Mostly I chose fruit trees, along with one almond tree, but I left one back corner for a black locust, Robinia pseudoacacia, which may be my favorite tree. It is fiercely thorny, toxic except for the blossoms, suckers badly, and tends to shed limbs disconcertingly and hazardously as it gets older. But for a week in April it is glorious beyond belief, covered with white flowers, casting the scent of lilies for hundreds of feet around, and so filled with bees that the entire tree hums. I hope never to be without a black locust again.

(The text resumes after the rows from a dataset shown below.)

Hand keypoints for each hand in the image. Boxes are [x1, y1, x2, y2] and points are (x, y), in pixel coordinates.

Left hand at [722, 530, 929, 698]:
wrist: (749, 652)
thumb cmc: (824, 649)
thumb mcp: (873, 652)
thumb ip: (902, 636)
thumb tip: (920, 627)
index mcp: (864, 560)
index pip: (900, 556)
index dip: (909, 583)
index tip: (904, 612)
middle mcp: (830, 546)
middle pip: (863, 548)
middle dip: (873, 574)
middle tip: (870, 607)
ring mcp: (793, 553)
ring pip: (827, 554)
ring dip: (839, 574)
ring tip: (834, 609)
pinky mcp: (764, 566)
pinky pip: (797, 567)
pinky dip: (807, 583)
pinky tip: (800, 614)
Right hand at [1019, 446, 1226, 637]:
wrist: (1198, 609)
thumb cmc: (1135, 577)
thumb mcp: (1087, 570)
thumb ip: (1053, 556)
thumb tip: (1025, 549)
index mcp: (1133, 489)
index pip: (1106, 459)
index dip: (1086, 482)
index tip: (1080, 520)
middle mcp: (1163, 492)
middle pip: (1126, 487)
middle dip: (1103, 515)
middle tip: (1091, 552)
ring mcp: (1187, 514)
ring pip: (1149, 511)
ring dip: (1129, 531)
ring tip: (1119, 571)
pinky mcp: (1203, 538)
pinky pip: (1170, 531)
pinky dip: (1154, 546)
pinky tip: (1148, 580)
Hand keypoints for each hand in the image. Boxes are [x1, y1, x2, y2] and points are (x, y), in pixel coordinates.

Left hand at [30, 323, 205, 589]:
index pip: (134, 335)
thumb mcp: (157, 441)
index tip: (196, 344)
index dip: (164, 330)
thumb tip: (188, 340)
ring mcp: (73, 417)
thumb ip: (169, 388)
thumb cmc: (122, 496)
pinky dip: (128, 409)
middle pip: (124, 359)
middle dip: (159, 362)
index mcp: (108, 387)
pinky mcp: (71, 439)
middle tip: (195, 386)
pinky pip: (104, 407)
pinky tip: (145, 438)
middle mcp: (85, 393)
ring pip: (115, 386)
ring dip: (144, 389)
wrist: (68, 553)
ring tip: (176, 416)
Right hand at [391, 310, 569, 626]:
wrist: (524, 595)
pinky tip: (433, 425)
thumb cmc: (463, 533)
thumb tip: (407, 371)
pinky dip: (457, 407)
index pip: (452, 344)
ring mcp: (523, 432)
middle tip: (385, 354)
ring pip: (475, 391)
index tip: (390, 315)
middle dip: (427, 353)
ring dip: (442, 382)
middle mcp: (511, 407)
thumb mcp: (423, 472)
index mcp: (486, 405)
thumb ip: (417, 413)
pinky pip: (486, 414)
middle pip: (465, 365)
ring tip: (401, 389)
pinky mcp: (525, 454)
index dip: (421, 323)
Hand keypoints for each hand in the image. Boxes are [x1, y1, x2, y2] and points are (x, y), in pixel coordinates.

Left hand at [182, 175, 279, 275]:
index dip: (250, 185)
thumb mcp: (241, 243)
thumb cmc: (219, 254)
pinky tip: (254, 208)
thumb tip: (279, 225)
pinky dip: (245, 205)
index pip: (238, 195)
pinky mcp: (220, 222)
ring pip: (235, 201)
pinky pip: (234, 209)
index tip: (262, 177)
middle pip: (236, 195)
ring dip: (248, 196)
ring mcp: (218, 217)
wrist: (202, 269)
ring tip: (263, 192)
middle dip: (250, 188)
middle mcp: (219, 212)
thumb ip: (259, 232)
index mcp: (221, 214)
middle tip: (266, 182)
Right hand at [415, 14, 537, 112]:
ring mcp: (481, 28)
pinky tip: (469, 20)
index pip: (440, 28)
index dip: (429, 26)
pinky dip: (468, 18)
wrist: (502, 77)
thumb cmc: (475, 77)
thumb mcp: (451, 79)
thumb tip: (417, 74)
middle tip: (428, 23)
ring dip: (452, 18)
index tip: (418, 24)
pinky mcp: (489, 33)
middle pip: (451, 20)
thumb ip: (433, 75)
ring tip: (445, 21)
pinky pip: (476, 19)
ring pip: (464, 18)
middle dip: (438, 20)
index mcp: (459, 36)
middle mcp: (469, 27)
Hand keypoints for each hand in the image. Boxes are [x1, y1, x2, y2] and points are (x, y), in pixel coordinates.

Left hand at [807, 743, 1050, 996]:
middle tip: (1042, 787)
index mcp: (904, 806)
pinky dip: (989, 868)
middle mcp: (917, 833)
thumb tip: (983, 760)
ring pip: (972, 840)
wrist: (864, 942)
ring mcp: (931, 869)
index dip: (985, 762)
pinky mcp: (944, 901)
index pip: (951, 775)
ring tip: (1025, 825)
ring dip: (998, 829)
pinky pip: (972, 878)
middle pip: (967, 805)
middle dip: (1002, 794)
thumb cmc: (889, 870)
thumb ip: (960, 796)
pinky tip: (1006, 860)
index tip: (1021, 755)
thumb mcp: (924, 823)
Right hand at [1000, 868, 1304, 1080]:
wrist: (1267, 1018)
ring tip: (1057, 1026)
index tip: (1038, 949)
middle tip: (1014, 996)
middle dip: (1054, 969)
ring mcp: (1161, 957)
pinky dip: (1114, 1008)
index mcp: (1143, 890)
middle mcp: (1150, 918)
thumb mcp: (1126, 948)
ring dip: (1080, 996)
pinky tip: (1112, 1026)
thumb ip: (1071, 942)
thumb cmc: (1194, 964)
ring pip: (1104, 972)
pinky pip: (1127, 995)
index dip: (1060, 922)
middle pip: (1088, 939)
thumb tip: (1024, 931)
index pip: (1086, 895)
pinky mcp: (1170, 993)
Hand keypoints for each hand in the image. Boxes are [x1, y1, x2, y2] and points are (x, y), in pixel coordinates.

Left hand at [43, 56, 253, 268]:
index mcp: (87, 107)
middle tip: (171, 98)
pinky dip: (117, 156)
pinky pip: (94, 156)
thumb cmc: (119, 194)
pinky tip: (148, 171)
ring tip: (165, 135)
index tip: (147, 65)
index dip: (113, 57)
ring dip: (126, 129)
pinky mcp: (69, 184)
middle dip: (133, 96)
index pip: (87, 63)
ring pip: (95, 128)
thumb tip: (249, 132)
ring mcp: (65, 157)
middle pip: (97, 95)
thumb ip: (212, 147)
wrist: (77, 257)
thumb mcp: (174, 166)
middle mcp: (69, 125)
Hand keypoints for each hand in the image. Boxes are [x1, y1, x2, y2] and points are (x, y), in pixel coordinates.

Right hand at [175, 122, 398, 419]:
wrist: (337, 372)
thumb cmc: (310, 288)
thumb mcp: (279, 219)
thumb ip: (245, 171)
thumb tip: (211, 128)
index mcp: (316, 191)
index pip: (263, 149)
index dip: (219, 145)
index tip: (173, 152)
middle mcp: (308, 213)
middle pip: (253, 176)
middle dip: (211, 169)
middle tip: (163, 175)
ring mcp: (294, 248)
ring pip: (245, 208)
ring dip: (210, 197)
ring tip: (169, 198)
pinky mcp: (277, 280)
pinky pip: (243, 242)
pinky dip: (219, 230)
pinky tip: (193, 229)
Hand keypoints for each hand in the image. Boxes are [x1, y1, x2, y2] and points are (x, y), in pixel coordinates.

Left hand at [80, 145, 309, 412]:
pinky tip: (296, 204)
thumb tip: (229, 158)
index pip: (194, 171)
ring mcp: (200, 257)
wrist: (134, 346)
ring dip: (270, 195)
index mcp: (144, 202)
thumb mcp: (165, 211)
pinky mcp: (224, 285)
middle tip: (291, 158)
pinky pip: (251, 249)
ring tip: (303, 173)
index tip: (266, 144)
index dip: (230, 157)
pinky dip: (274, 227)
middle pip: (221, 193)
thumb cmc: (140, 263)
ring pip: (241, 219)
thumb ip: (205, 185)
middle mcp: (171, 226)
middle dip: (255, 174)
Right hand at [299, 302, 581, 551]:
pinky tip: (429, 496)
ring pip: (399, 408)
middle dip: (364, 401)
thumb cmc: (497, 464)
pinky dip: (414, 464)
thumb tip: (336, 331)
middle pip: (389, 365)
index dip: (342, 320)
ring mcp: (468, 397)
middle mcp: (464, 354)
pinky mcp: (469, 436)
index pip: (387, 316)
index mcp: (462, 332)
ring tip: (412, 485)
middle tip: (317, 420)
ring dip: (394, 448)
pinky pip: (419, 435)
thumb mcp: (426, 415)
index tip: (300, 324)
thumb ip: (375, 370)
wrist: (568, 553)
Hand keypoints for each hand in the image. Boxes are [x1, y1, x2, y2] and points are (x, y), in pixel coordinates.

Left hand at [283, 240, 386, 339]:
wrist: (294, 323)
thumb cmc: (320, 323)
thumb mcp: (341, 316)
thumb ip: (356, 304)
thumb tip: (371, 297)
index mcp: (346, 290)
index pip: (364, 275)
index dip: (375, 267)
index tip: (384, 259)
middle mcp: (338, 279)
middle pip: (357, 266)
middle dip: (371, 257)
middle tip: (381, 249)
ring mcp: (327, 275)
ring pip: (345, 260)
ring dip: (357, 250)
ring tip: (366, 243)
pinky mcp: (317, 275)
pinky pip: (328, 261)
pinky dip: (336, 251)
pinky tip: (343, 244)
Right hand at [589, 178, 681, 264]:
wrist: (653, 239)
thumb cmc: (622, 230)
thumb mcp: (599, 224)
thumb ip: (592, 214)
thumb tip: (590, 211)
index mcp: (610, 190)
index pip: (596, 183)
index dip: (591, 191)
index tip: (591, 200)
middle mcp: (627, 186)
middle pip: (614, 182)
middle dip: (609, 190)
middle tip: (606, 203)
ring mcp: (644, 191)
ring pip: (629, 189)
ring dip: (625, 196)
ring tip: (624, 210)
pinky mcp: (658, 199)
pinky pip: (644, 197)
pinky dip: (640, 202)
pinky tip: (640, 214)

It also fixes nitrogen, which may benefit my soil, but its main advantage  the rest of the growing season is that it casts perfect lacy shade for growing plants that can’t tolerate the desert sun. Now that I have some light shade to work with, I’m finally able to grow milkweed and oca and groundnuts (apios) and cow parsnip and a number of other plants that used to shrivel and die as soon as the first hot days hit. I have never had any luck growing mushrooms outdoors here, but I’m trying again in the shade of the black locust, and the results are wonderful.

The blossoms of black locust are nice on salads, and can be battered and fried, but deep frying is one kind of cooking that I don’t go in for, so I don’t know much about it. The rest of the plant is toxic. My goat got out once and ate some without apparent harm, but that may have been luck. So try to site it away from livestock and in an area where a falling limb as it ages won’t be a disaster.